The Arizona Constitution declares that higher education should be “”nearly as free as possible.”” The courts have ruled that “”aspirational”” and I judge it “”ridiculous.”” What does “”as possible”” mean and what must be cut first? Grade schools, Arizona Health Care Cost Containment System, and basic governance are more important than providing deep-discount self-edification to thousands of 18-to-22-year-olds. When revenues fall short, we cannot replace them with an aspiration. It wouldn’t be right, either, to impose higher taxes in a time of hardship. While the Pearce-Kavnagh cuts are too drastic, cuts must happen.
University President Robert Shelton is correct: the operations of the UA bring economic benefit to the people of the state. That is not an argument for maintaining high subsidy. Even committed leftists don’t argue that taxpayers ought to subsidize every activity with positive externality, and nobody suggests that Massachusetts subsidize Harvard.
I cannot say what the higher-education subsidy optimal for the state’s individual taxpayers is, let alone claim it to be zero. But Arizona State University President Michael Crow cannot with any intellectual honesty say that the Pearce-Kavnagh cuts will leave the State with a “”Third World”” educational infrastructure, either.
What should be clear to all of us, leftist, right-wing, or classical-liberal, is that heavy reliance on state funding is bad for the university. Coupling so much funding of higher education to funding of governance leaves the UA too vulnerable to external economic shocks. I have no advice concerning how the UA should weather the current crisis, aside from pointing out that there are a dozen “”studies”” departments, but I do have a recommendation for the long term: emulate the successful.
The UA is not the first state university to face this situation. Several others have experienced shortfalls of this magnitude and sometimes of longer duration, adapted and improved their quality in the process. Most notable among these is the University of Michigan, whose transition was neatly summarized in a Goldwater Institute whitepaper: “”The Privately Funded Public University: A Case Study of the University of Michigan-Ann Arbor.””
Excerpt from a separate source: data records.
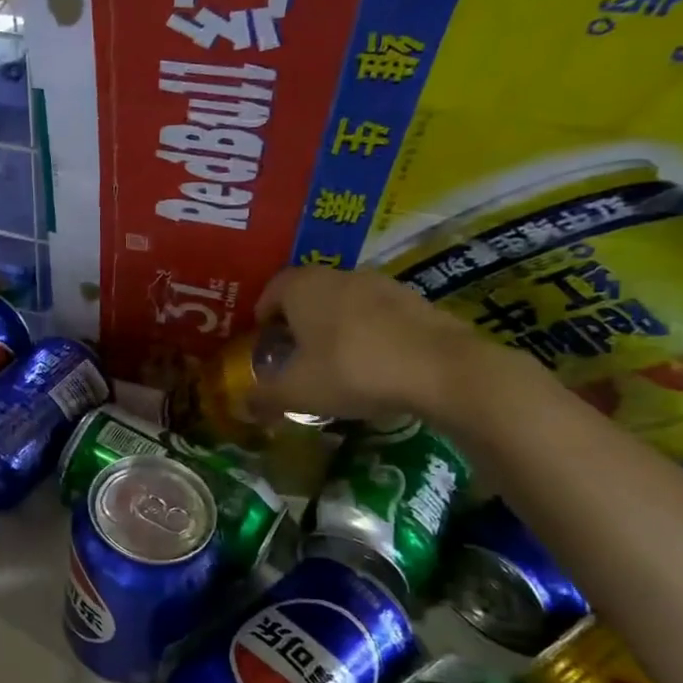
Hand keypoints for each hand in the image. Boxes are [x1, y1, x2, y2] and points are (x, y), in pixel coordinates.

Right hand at [249, 266, 481, 421]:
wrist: (440, 368)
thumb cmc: (352, 371)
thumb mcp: (298, 393)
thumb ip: (265, 398)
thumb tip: (242, 406)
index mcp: (302, 288)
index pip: (272, 290)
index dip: (264, 313)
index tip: (264, 339)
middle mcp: (338, 275)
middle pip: (308, 292)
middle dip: (298, 319)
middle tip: (294, 351)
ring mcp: (381, 284)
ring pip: (344, 300)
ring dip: (335, 323)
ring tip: (334, 359)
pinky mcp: (415, 300)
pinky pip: (377, 313)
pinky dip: (368, 331)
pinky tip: (373, 362)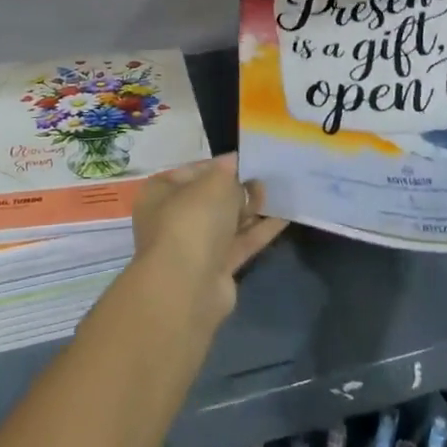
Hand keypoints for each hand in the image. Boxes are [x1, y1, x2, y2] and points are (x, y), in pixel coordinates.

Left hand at [130, 154, 286, 330]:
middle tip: (269, 177)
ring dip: (252, 209)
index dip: (222, 165)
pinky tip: (285, 217)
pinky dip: (260, 230)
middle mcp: (173, 218)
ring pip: (227, 221)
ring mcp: (194, 246)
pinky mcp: (215, 268)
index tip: (249, 160)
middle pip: (211, 198)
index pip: (194, 170)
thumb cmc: (194, 220)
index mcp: (161, 192)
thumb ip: (229, 172)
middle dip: (239, 188)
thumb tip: (236, 165)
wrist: (188, 286)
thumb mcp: (215, 183)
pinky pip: (240, 242)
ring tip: (282, 193)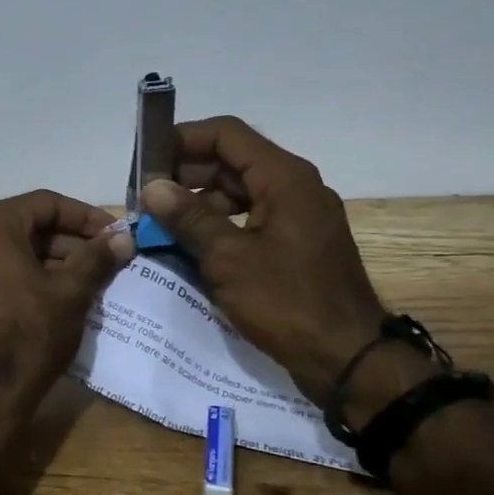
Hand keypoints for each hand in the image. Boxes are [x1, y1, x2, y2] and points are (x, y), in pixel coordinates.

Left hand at [0, 190, 134, 416]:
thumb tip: (124, 238)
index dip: (86, 217)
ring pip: (15, 250)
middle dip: (71, 241)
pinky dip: (30, 276)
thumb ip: (97, 257)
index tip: (116, 234)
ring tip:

In 1965, the University of Michigan received 70 percent of its annual funding from the State. By 2003, the State provided less than 10 percent. In between, Michigan faced a series of shortfalls due to the decline of the state’s auto industry, and the university faced cuts as a result. When it became clear that the high levels of state subsidy were never to return, the University of Michigan underwent an orderly and planned transition away from dependence on the State and toward dependence on the community and its endowment.
Difficult decisions had to be made: underperforming programs were cut, tuition fees were raised. But the alternative would have been a painful and protracted decline. Quite the opposite happened: these days, the University of Michigan is considered among the best public universities in the country, not just for research but also for its relatively selective and prestigious undergraduate program.
The UA faces unique circumstances, but would not do badly in following the lead of Michigan and other privately funded public universities. We are a mega-university with hundreds of thousands of alumni, and the only university within 100 miles. Why haven’t we made the transition already?